Schutzsuchende aus Idlib feiern Frauentag in Minbic
In Minbic beteiligten sich auch viele Geflüchtete aus Idlib an den Feierlichkeiten zum 8. März. Seit Anfang Dezember sind knapp eine Million Menschen vor der Offensive syrischer Regierungstruppen und deren russischem Verbündeten geflohen. Rund 80 Prozent der Schutzsuchenden sind Frauen und Kinder. Der Zivilrat von Minbic hat ein Camp für tausende Menschen aus Idlib eingerichtet. Der heutige Tag bot den Flüchtlingen Abwechslung von ihrem Leid.
Ey Reqîb in Hesekê
In Hesekê begann eine Kundgebung zum Frauentag mit der kurdischen Hymne Ey Reqîb (Oh Feind). Der Platz glich einem Fahnenmeer, überall waren Flaggen der Frauenbewegung Kongreya Star und der YPJ angebracht worden. Das kulturelle Programm wurde dreisprachig in Kurdisch, Arabisch und Aramäisch ausgerichtet. Ganz vorne an der Spitze eines Frauenmarschs, der auf den Kundgebungsplatz führte, waren Aktivistinnen der Jugendbewegung.
Das von Frauen entzündete Feuer ist ein Feuer, das nicht erlischt
Im wüstenähnlichen Niemandsland Şehba, das zwischen Aleppo und Efrîn liegt und Vertriebene aus Efrîn und anderen Orten Nordsyriens beherbergt, strömten tausende Menschen zu den Feierlichkeiten anlässlich des 8. März. Eingeladen hatte der Verband der freien Frauen aus Şehba. Eine Vertreterin sagte in einer Ansprache: „Das von Frauen entzündete Feuer ist ein Feuer, das nicht erlischt. Solange es uns gibt, wird es die Welt erleuchten. Doch unser Widerstand ist und war nicht einfach. Noch immer werden wir Opfer von Gewalt, Massakern und Feminizid. Der 8. März ist in diesem Sinne die wichtigste Phase im Kampf der Frauen.”
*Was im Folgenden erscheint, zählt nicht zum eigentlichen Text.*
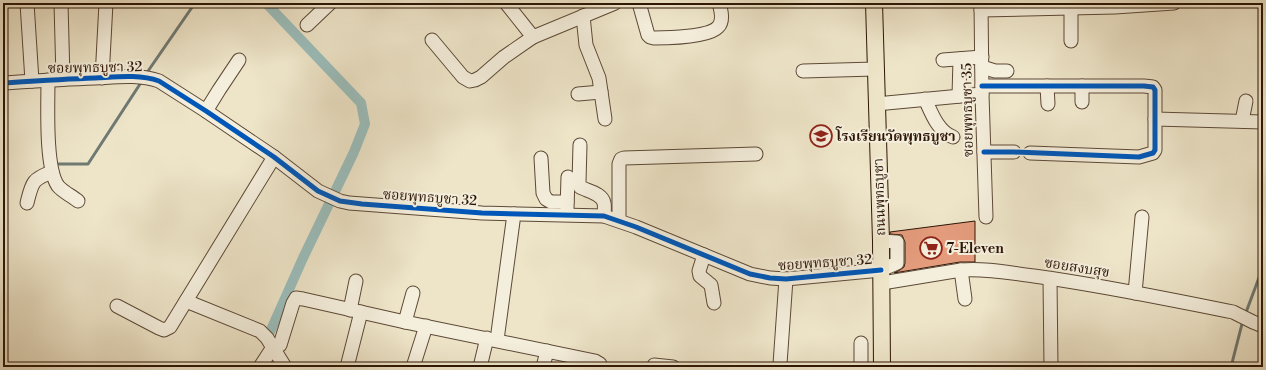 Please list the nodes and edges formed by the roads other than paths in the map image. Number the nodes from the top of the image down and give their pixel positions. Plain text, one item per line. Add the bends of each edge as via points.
1 (27, 3) edge
2 (61, 3) edge
3 (106, 3) edge
4 (506, 3) edge
5 (615, 3) edge
6 (638, 3) edge
7 (719, 3) edge
8 (874, 3) edge
9 (1174, 3) edge
10 (328, 4) edge
11 (1099, 5) edge
12 (981, 6) edge
13 (1070, 8) junction
14 (583, 16) junction
15 (307, 25) dead end
16 (532, 37) junction
17 (432, 40) dead end
18 (1071, 41) dead end
19 (960, 59) junction
20 (239, 60) dead end
21 (943, 60) dead end
22 (982, 62) junction
23 (875, 69) junction
24 (803, 71) dead end
25 (1007, 71) dead end
26 (102, 78) junction
27 (48, 80) junction
28 (63, 80) junction
29 (32, 81) junction
30 (3, 83) edge
31 (1047, 86) junction
32 (1082, 86) junction
33 (982, 90) junction
34 (601, 92) junction
35 (578, 94) dead end
36 (959, 96) junction
37 (925, 100) junction
38 (1246, 101) dead end
39 (1082, 102) dead end
40 (876, 104) junction
41 (1048, 104) dead end
42 (206, 111) junction
43 (605, 119) dead end
44 (1155, 119) junction
45 (1242, 121) junction
46 (1263, 122) edge
47 (953, 137) dead end
48 (580, 146) dead end
49 (984, 152) junction
50 (1014, 152) dead end
51 (1030, 153) dead end
52 (756, 154) dead end
53 (274, 157) junction
54 (541, 158) dead end
55 (52, 172) junction
56 (568, 177) dead end
57 (78, 201) dead end
58 (26, 203) dead end
59 (567, 208) junction
60 (514, 214) junction
61 (604, 216) junction
62 (986, 217) dead end
63 (1142, 217) dead end
64 (618, 220) junction
65 (704, 255) junction
66 (961, 270) junction
67 (881, 276) junction
68 (786, 279) junction
69 (1050, 279) junction
70 (356, 281) dead end
71 (412, 293) dead end
72 (1135, 294) junction
73 (965, 299) dead end
74 (186, 301) junction
75 (714, 303) dead end
76 (117, 306) dead end
77 (355, 311) junction
78 (405, 322) junction
79 (1258, 324) edge
80 (426, 326) junction
81 (492, 339) junction
82 (861, 343) dead end
83 (276, 346) junction
84 (547, 351) junction
85 (654, 365) dead end
86 (260, 367) edge
87 (285, 367) edge
88 (347, 367) edge
89 (413, 367) edge
90 (480, 367) edge
91 (543, 367) edge
92 (601, 367) edge
93 (673, 367) edge
94 (779, 367) edge
95 (861, 367) edge
96 (882, 367) edge
97 (1051, 367) edge

1 - 29 street
2 - 28 street
3 - 26 street
4 - 16 street
5 - 14 street
6 - 7 street via 648,35 654,38 713,32 720,26 722,18
8 - 23 main road, ถนนพุทธบูชา
9 - 11 street
10 - 15 street
11 - 13 street
12 - 13 street
12 - 22 street, ซอยพุทธบูชา 35
13 - 18 street
14 - 16 street
14 - 34 street via 586,45 599,78
16 - 17 street via 481,77 470,81
19 - 21 street
19 - 22 street
19 - 36 street
20 - 42 street
22 - 25 street via 995,71
22 - 33 street, ซอยพุทธบูชา 35
23 - 24 street
23 - 40 main road, ถนนพุทธบูชา
26 - 28 street, ซอยพุทธบูชา 32
26 - 42 street, ซอยพุทธบูชา 32 via 151,78
27 - 28 street, ซอยพุทธบูชา 32
27 - 29 street, ซอยพุทธบูชา 32
27 - 55 street via 49,153
29 - 30 street, ซอยพุทธบูชา 32
31 - 32 street
31 - 33 street
31 - 41 street
32 - 39 street
32 - 44 street via 1152,87 1155,90
33 - 36 street
33 - 49 street, ซอยพุทธบูชา 35
34 - 35 street
34 - 43 street
36 - 37 street
37 - 40 street
37 - 47 street via 944,132
38 - 45 street
40 - 67 main road, ถนนพุทธบูชา
42 - 53 street, ซอยพุทธบูชา 32
44 - 45 street
44 - 51 street via 1155,150 1149,155 1140,157
45 - 46 street
48 - 61 street via 580,187 602,198
49 - 50 street
49 - 62 street, ซอยพุทธบูชา 35
52 - 64 street via 621,159
53 - 60 street, ซอยพุทธบูชา 32 via 318,191 334,198 370,205
53 - 74 street
54 - 59 street via 543,192 546,199
55 - 57 street via 59,188
55 - 58 street via 34,181
56 - 59 street
59 - 60 street, ซอยพุทธบูชา 32
59 - 61 street, ซอยพุทธบูชา 32
60 - 81 street
61 - 64 street, ซอยพุทธบูชา 32
63 - 72 street
64 - 65 street, ซอยพุทธบูชา 32
65 - 68 street, ซอยพุทธบูชา 32 via 750,274
65 - 75 street via 700,276 711,286
66 - 67 street, ซอยสงบสุข
66 - 69 street, ซอยสงบสุข via 973,269
66 - 73 street
67 - 68 street, ซอยพุทธบูชา 32
67 - 96 main road, ถนนพุทธบูชา
68 - 94 street
69 - 72 street, ซอยสงบสุข
69 - 97 street
70 - 77 street
71 - 78 street
72 - 79 street, ซอยสงบสุข via 1233,312
74 - 76 street via 170,327 164,330
74 - 83 street via 260,331
77 - 78 street
77 - 83 street via 296,298
77 - 88 street
78 - 80 street
80 - 81 street
80 - 89 street
81 - 84 street
81 - 90 street
82 - 95 street
83 - 86 street
83 - 87 street
84 - 91 street
84 - 92 street via 595,361
85 - 93 street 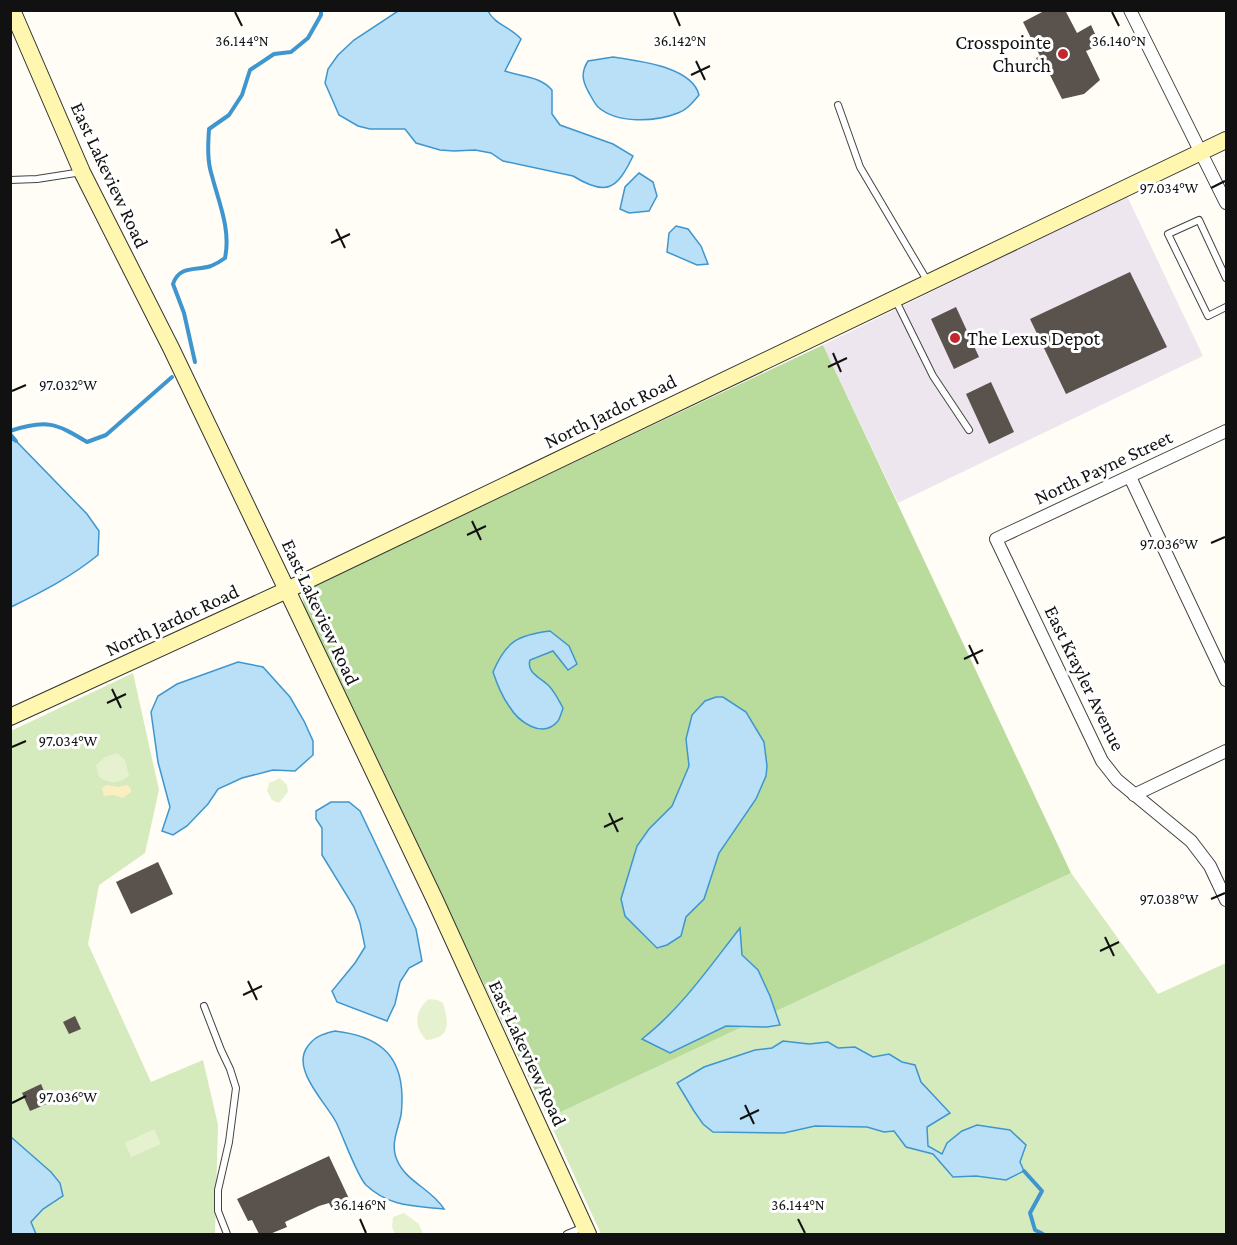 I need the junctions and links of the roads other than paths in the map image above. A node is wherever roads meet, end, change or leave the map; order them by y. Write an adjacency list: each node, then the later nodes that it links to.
1 (12, 10): 6 (street, East Lakeview Road)
2 (1130, 10): 5 (street)
3 (838, 105): 10 (lane)
4 (1227, 140): 5 (street, North Jardot Road)
5 (1202, 152): 8 (street); 10 (street, North Jardot Road)
6 (82, 171): 7 (lane); 17 (street, East Lakeview Road)
7 (10, 180)
8 (1227, 203)
9 (1227, 278): 12 (lane)
10 (928, 283): 11 (street, North Jardot Road)
11 (895, 298): 13 (lane); 17 (street, North Jardot Road)
12 (1227, 307)
13 (969, 430)
14 (1227, 431): 15 (street, North Payne Street)
15 (1130, 477): 16 (street, North Payne Street); 18 (street)
16 (996, 538): 21 (street, East Krayler Avenue)
17 (287, 590): 19 (street, North Jardot Road); 24 (street, East Lakeview Road)
18 (1227, 680)
19 (10, 717)
20 (1227, 751): 21 (street)
21 (1134, 795): 22 (street, East Krayler Avenue)
22 (1227, 900)
23 (204, 1006): 25 (lane)
24 (586, 1231): 26 (lane)
25 (227, 1234)
26 (567, 1234)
Erster 8. März in Deir ez-Zor nach dem IS
Die ostsyrische Region Deir ez-Zor feierte heute den ersten 8. März seit der Befreiung vom IS. Das Motto lautete: „Mit unserem freien Willen werden wir den Sieg erringen”. Es war ein bedeutender Moment in der jüngeren Geschichte von Deir ez-Zor. Viele Frauen nahmen zum ersten Mal in ihrem Leben an einer Feier anlässlich des internationalen Frauentags teil.